There is little doubt the growing chasm between digital natives and immigrants centers on the use of technology for purposes of interpersonal connection. In 2009, a study conducted by the Pew Research Center indicated that more than half of American teens logged onto a social media website more than once per day, with nearly a quarter of teens logging on 10 or more times per day. And that was in 2009, the beginning of the social media boom! A more recent Pew study shows the median number of daily texts among teens aged 12 to 17 has risen from 50 texts per day in 2009 to 60 texts per day today, with girls aged 14 to 17 the most avid texters, averaging more than 100 per day. This same survey also revealed that texting is now the primary mode of daily communication between teens and their friends and family, far surpassing phone calls, face-to-face interactions, and emailing. The appeal of texting appears to be the ability to be “in touch” without directly engaging another person. In this way teens are able to “control” their social interactions.
These “digital natives” are much more likely to have shorter relationships, marry later (if at all), and prefer intimacy that is more digital than physical. He voices some concern about the impact on young men:
Not only are young men not “in sync” with their potential partners, they may actually be losing interest in those partners! Numerous studies show that a consistent pattern of porn use can result in both short- and long-term sexual and intimacy dysfunction.

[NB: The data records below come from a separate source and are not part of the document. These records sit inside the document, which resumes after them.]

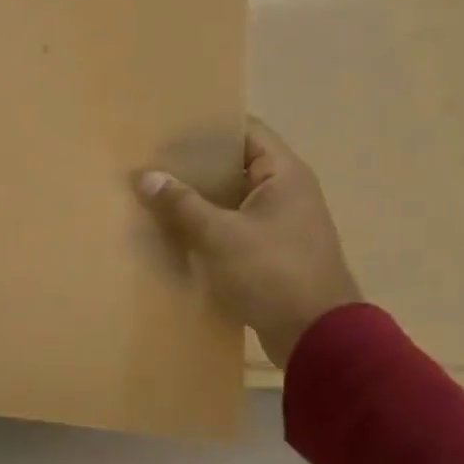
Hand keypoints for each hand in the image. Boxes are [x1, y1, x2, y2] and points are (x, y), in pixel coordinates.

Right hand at [136, 117, 360, 367]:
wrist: (317, 337)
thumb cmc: (273, 273)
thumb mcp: (220, 235)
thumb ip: (181, 204)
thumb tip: (145, 176)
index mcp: (284, 175)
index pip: (246, 131)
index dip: (208, 126)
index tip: (167, 128)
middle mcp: (286, 192)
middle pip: (234, 164)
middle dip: (193, 164)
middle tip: (151, 161)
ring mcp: (280, 224)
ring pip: (230, 198)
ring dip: (196, 197)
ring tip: (154, 193)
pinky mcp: (270, 252)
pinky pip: (232, 226)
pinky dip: (205, 224)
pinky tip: (173, 230)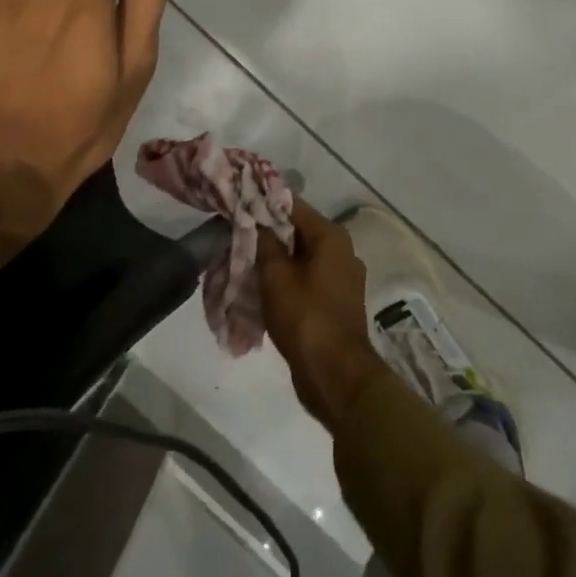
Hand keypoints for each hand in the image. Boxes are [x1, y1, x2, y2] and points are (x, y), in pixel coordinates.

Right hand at [257, 202, 387, 433]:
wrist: (335, 375)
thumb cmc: (305, 318)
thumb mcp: (276, 277)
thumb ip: (265, 242)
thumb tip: (256, 219)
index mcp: (331, 237)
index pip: (292, 205)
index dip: (263, 202)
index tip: (237, 201)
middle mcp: (342, 251)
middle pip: (298, 231)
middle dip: (267, 232)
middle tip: (234, 232)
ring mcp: (341, 278)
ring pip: (301, 256)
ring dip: (275, 258)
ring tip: (243, 259)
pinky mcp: (336, 301)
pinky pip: (307, 278)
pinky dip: (286, 278)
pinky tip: (262, 286)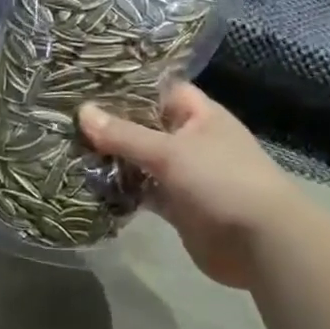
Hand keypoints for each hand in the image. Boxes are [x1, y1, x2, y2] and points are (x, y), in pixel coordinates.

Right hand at [79, 84, 293, 289]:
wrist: (263, 244)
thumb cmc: (222, 181)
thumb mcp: (170, 152)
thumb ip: (124, 134)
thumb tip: (82, 112)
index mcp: (198, 114)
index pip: (158, 89)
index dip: (126, 86)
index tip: (87, 84)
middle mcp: (191, 139)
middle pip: (145, 125)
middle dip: (112, 125)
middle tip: (67, 118)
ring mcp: (185, 174)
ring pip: (142, 160)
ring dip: (114, 159)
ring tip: (69, 148)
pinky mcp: (178, 205)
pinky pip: (144, 191)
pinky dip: (123, 190)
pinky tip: (91, 185)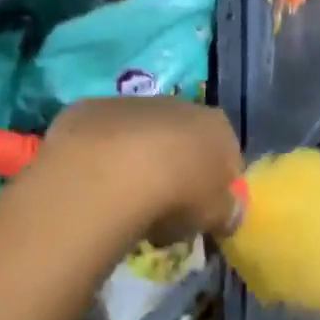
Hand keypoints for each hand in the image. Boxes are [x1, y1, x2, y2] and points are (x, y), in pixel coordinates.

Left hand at [42, 98, 242, 245]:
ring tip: (125, 204)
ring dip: (138, 164)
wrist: (111, 172)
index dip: (217, 187)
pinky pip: (103, 140)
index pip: (228, 156)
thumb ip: (227, 211)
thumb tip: (228, 213)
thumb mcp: (215, 216)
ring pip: (142, 137)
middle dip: (177, 172)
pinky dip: (103, 159)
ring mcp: (133, 103)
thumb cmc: (178, 195)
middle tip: (165, 213)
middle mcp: (179, 105)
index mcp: (217, 126)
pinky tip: (95, 186)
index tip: (203, 214)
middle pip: (183, 142)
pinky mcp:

In fact, a rapidly growing percentage of digital natives report literally being disinterested, even turned off by “in the flesh” sex.
As well as discusses the changes that have occurred among young women:
The digital divide exists for women, as well. One potentially illuminating measure is porn use. Studies show that younger females (digital natives) are more likely to use porn than their elders. They are also more likely to be “accepting” of porn use. Of interest in this area is the fact that porn acceptance by women (even more so than actual porn use) positively correlates with a desire for later marriage, at a time when both partners in the marriage are financially independent.